Lloyds Action Now (LAN) said it was litigating on behalf of 800,000 private shareholders who lost substantial sums after the Government encouraged the takeover of stricken lender HBOS.

In what threatens to be the biggest law case in British legal history the bank’s 10,000 largest private investors have been approached for funding as the first stage in contacting all shareholders on the register.

LAN acting chairman Jillian Timmis said: “Alistair Darling wasted an opportunity and now we have no other option than go to law. He had a chance to play fair by investors who were conned into bailing out HBOS to save Gordon Brown’s face and the British financial system from the collapse of a major bank.

“First the Conservatives and now the Government say they will profit from the sale of Lloyds shares held by the Government with no reference to how it came to acquire them and the price paid by shareholders. Legal action will halt any sale until compensation has been resolved.”

LAN calculates that each investor lost around £2.20 per share – a total of some £2 billion. Those affected include hundreds of thousands of pensioners and others dependent on their dividend income, as well as thousands of long standing Lloyds employees who took shares as part of their bonus.

The true state of HBOS’s £20 billion of toxic debt was revealed just two weeks after the merger in late 2008. This led to Lloyds TSB CEO Eric Daniels saying inadequate due diligence had been done on the deal, the Government taking a 43 per cent stake in the newly formed Lloyds Banking Group and suspending dividends.

The group contends that Lloyds directors were in fact responsible for publishing a misleading prospectus. In November last year the Bank of England revealed it had injected £25 billion into HBOS to keep it afloat before the merger, but this information was withheld from the market.

“The true state of HBOS’s finances was known to Lloyds directors, the Government, the Bank of England and the Financial Services Authority, but was withheld from shareholders who were legally entitled to this information when they were asked to vote on the merger,” said Jim Rai, head of litigation at London solicitors Winckworth Sherwood, who have been instructed in the case.

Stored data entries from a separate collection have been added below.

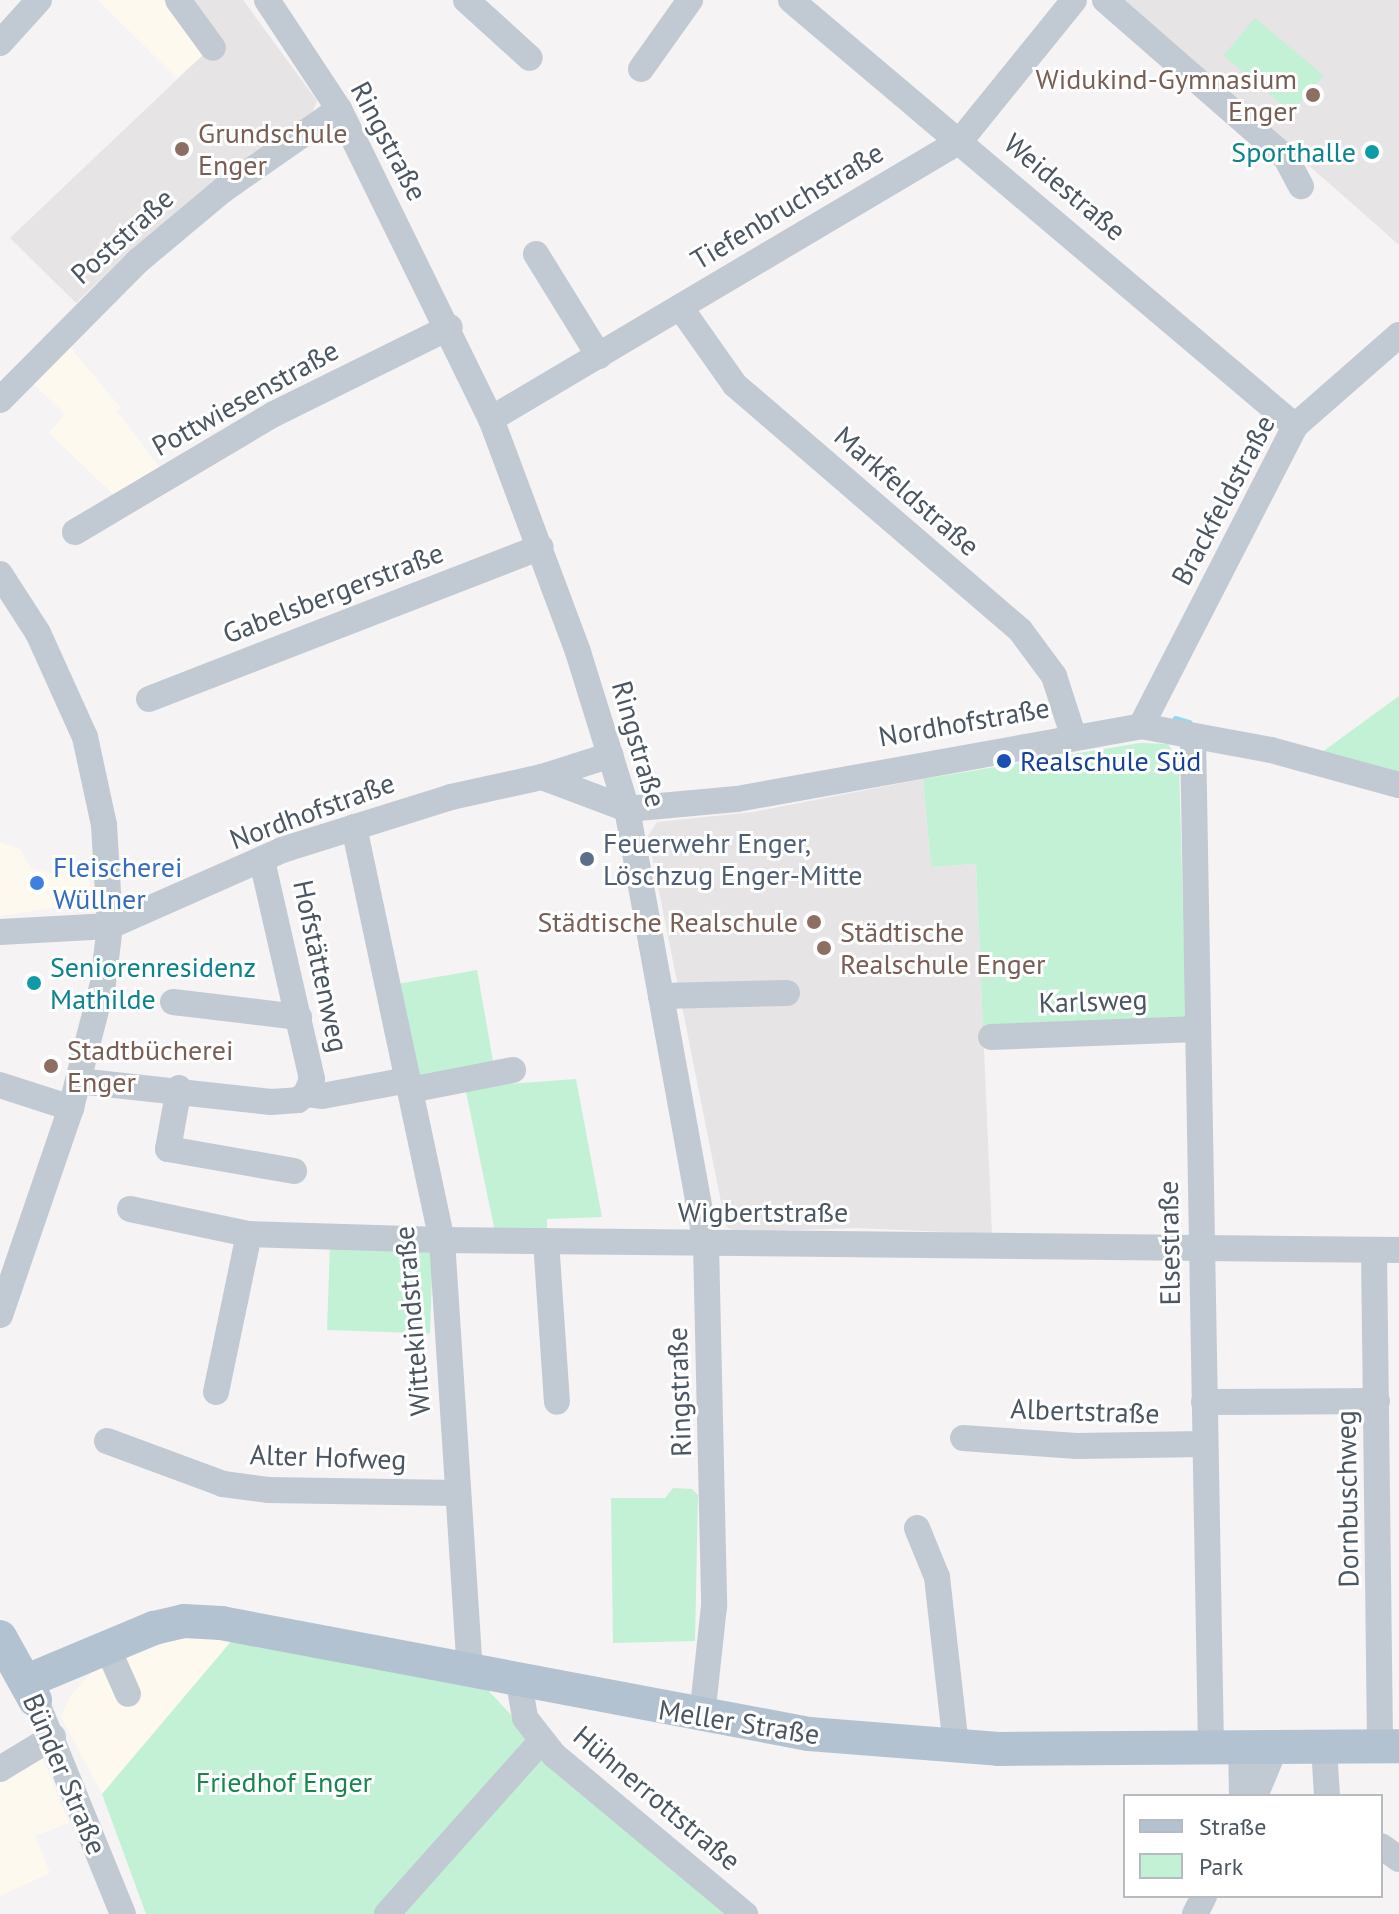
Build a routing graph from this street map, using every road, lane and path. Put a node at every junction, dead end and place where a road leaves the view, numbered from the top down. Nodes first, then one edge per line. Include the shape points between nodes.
1 (39, 0) edge
2 (178, 0) edge
3 (267, 0) edge
4 (466, 0) edge
5 (690, 0) edge
6 (791, 0) edge
7 (1074, 0) edge
8 (1105, 0) edge
9 (0, 43) edge
10 (213, 48) dead end
11 (530, 58) dead end
12 (641, 69) dead end
13 (339, 109) junction
14 (960, 141) junction
15 (1301, 186) dead end
16 (536, 254) dead end
17 (680, 307) junction
18 (450, 327) junction
19 (1399, 335) edge
20 (599, 356) junction
21 (0, 400) edge
22 (491, 419) junction
23 (1295, 426) junction
24 (75, 532) dead end
25 (541, 547) junction
26 (0, 574) edge
27 (149, 699) dead end
28 (1141, 726) junction
29 (1073, 735) junction
30 (1193, 737) junction
31 (611, 755) junction
32 (542, 777) junction
33 (1399, 785) edge
34 (627, 809) junction
35 (354, 827) junction
36 (262, 860) junction
37 (110, 926) junction
38 (0, 932) edge
39 (787, 993) dead end
40 (661, 996) junction
41 (173, 1002) dead end
42 (299, 1017) junction
43 (1197, 1029) junction
44 (991, 1037) dead end
45 (513, 1070) dead end
46 (78, 1081) junction
47 (0, 1085) edge
48 (409, 1085) junction
49 (179, 1088) junction
50 (306, 1094) junction
51 (71, 1108) junction
52 (294, 1171) dead end
53 (130, 1209) dead end
54 (249, 1234) junction
55 (442, 1240) junction
56 (546, 1241) junction
57 (706, 1244) junction
58 (1201, 1247) junction
59 (1387, 1250) edge
60 (1, 1311) edge
61 (216, 1392) dead end
62 (1377, 1401) junction
63 (557, 1402) dead end
64 (1204, 1402) junction
65 (963, 1438) dead end
66 (107, 1441) dead end
67 (1204, 1444) junction
68 (458, 1493) junction
69 (917, 1528) dead end
70 (1390, 1559) edge
71 (101, 1652) junction
72 (16, 1670) edge
73 (470, 1673) junction
74 (519, 1683) junction
75 (128, 1694) dead end
76 (702, 1717) junction
77 (53, 1737) junction
78 (542, 1740) junction
79 (956, 1746) junction
80 (1389, 1746) edge
81 (1324, 1747) junction
82 (1275, 1748) junction
83 (1226, 1749) junction
84 (0, 1769) edge
85 (1241, 1794) edge
86 (1256, 1794) edge
87 (1327, 1794) edge
88 (123, 1914) edge
89 (387, 1914) edge
90 (745, 1914) edge

1 - 9 street
2 - 10 street
3 - 13 street, Ringstraße
4 - 11 street
5 - 12 street
6 - 14 street, Weidestraße
7 - 14 street, Tiefenbruchstraße
8 - 15 street via 1286,158
13 - 18 street, Ringstraße
13 - 21 street, Poststraße via 223,190 138,261
14 - 17 street, Tiefenbruchstraße
14 - 23 street, Weidestraße
16 - 20 street
17 - 20 street, Tiefenbruchstraße
17 - 29 street, Markfeldstraße via 735,385 1020,630 1054,676
18 - 22 street, Ringstraße
18 - 24 street, Pottwiesenstraße via 274,414
19 - 23 street, Brackfeldstraße
20 - 22 street, Tiefenbruchstraße
22 - 25 street, Ringstraße
23 - 28 street, Brackfeldstraße
25 - 27 street, Gabelsbergerstraße
25 - 31 street, Ringstraße
26 - 37 street via 38,633 85,737 104,825
28 - 29 street, Nordhofstraße
28 - 30 street, Nordhofstraße
29 - 34 street, Nordhofstraße via 737,799
30 - 33 street, Nordhofstraße via 1271,750
30 - 43 street, Elsestraße
31 - 32 street, Nordhofstraße
31 - 34 street, Ringstraße
32 - 34 street, Nordhofstraße
32 - 35 street, Nordhofstraße via 451,797
34 - 40 street, Ringstraße
35 - 36 street, Nordhofstraße
35 - 48 street, Wittekindstraße
36 - 37 street, Nordhofstraße
36 - 42 street, Hofstättenweg
37 - 38 street
37 - 46 street via 103,983
39 - 40 street
40 - 57 street, Ringstraße
41 - 42 street
42 - 50 street, Hofstättenweg via 312,1079
43 - 44 street, Karlsweg
43 - 58 street, Elsestraße
45 - 48 street
46 - 49 street
46 - 51 street
47 - 51 street
48 - 50 street
48 - 55 street, Wittekindstraße
49 - 50 street via 271,1102 298,1100
49 - 52 street via 168,1149
51 - 60 street
53 - 54 street, Wigbertstraße
54 - 55 street, Wigbertstraße
54 - 61 street
55 - 56 street, Wigbertstraße
55 - 68 street, Wittekindstraße
56 - 57 street, Wigbertstraße
56 - 63 street
57 - 58 street, Wigbertstraße
57 - 76 street, Ringstraße via 714,1606
58 - 59 street, Wigbertstraße
58 - 64 street, Elsestraße
59 - 62 street, Dornbuschweg
62 - 64 street
62 - 70 street, Dornbuschweg
64 - 67 street, Elsestraße
65 - 67 street, Albertstraße via 1077,1446
66 - 68 street, Alter Hofweg via 223,1484 268,1490
67 - 83 street, Elsestraße
68 - 73 street, Wittekindstraße
69 - 79 street via 937,1577
70 - 80 street, Dornbuschweg via 1380,1654
71 - 72 main road, Meller Straße
71 - 73 main road, Meller Straße via 154,1628 184,1621 221,1623
71 - 75 street
72 - 77 street, Bünder Straße
73 - 74 main road, Meller Straße
74 - 76 main road, Meller Straße
74 - 78 street, Hühnerrottstraße via 525,1718
76 - 79 main road, Meller Straße via 809,1734
77 - 84 street
77 - 88 street, Bünder Straße
78 - 89 street
78 - 90 street, Hühnerrottstraße via 595,1794
79 - 83 main road, Meller Straße
80 - 81 main road, Meller Straße
81 - 82 main road, Meller Straße
81 - 87 street
82 - 83 main road, Meller Straße
82 - 86 street
83 - 85 street, Elsestraße

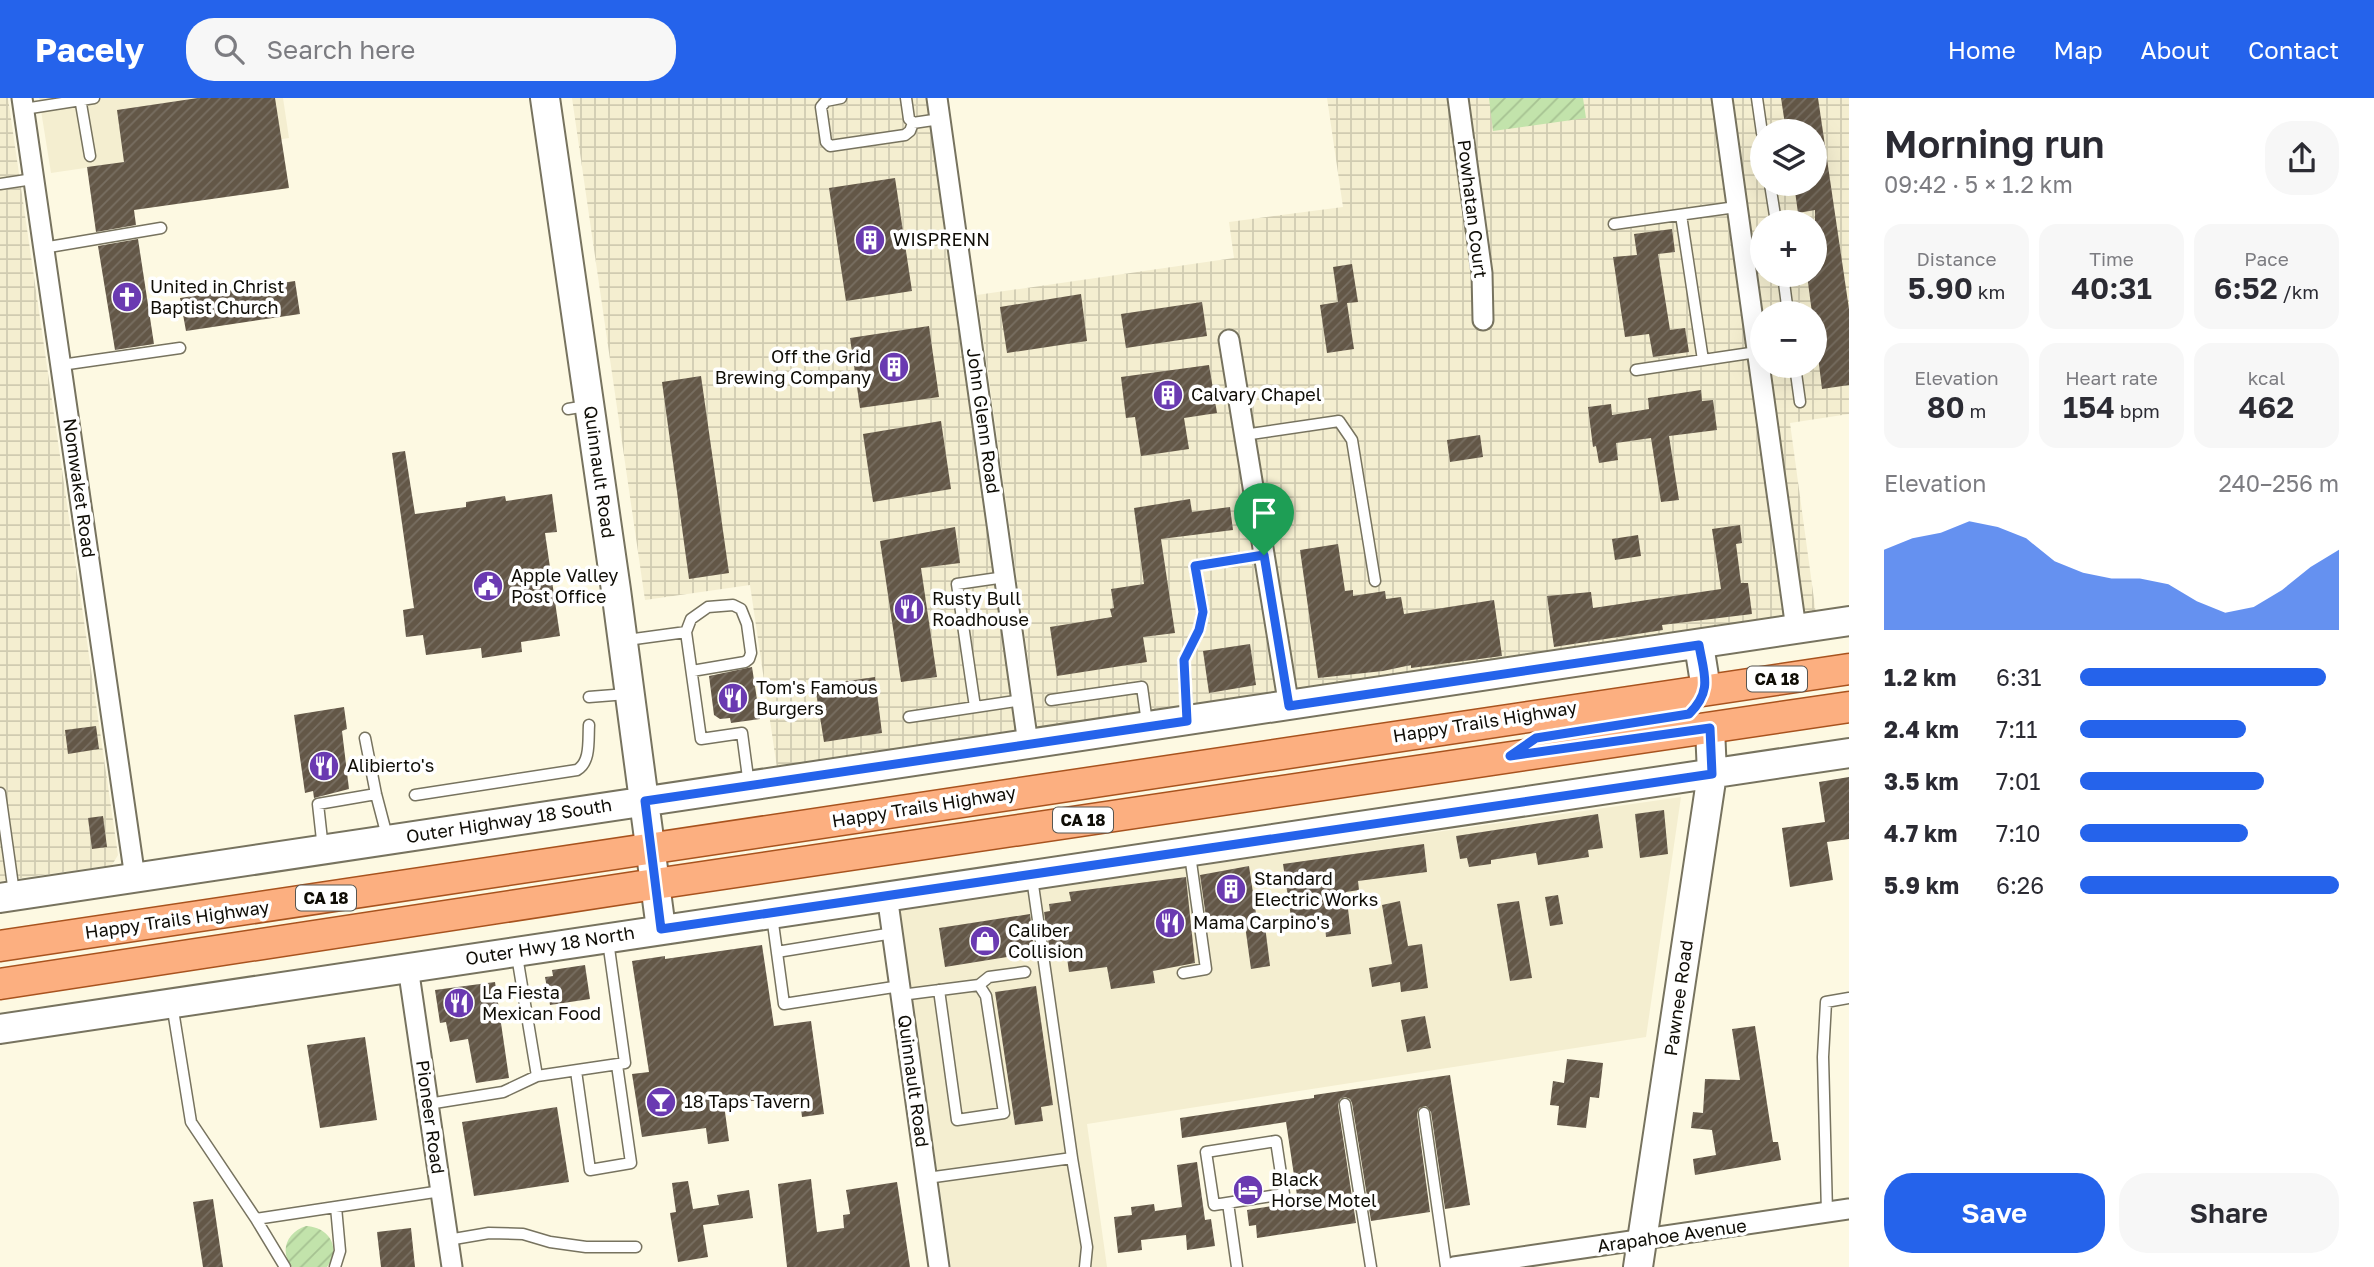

LAN has spent nine months preparing its case. Queen’s Counsel have identified causes of action under Financial Markets (Anti-Abuse) legislation and said that the Government’s decision to sell its shares can be challenged in judicial review as it contravenes the shareholders’ Human Right to enjoyment of their property without illegal Government interference.

“We have had to be extremely careful to get things absolutely right.” Mrs Timmis continued. “We know the defendants will do all they can to frustrate us, to attack on formation rather than substance and to threaten costs.

“LAN has also taken Queen’s Counsel’s advice on our documentation and structure to protect our members and this has been a painstaking task. We are now advised we have a case and will proceed with vigour. I urge all shareholders to join Lloyds Action Now.”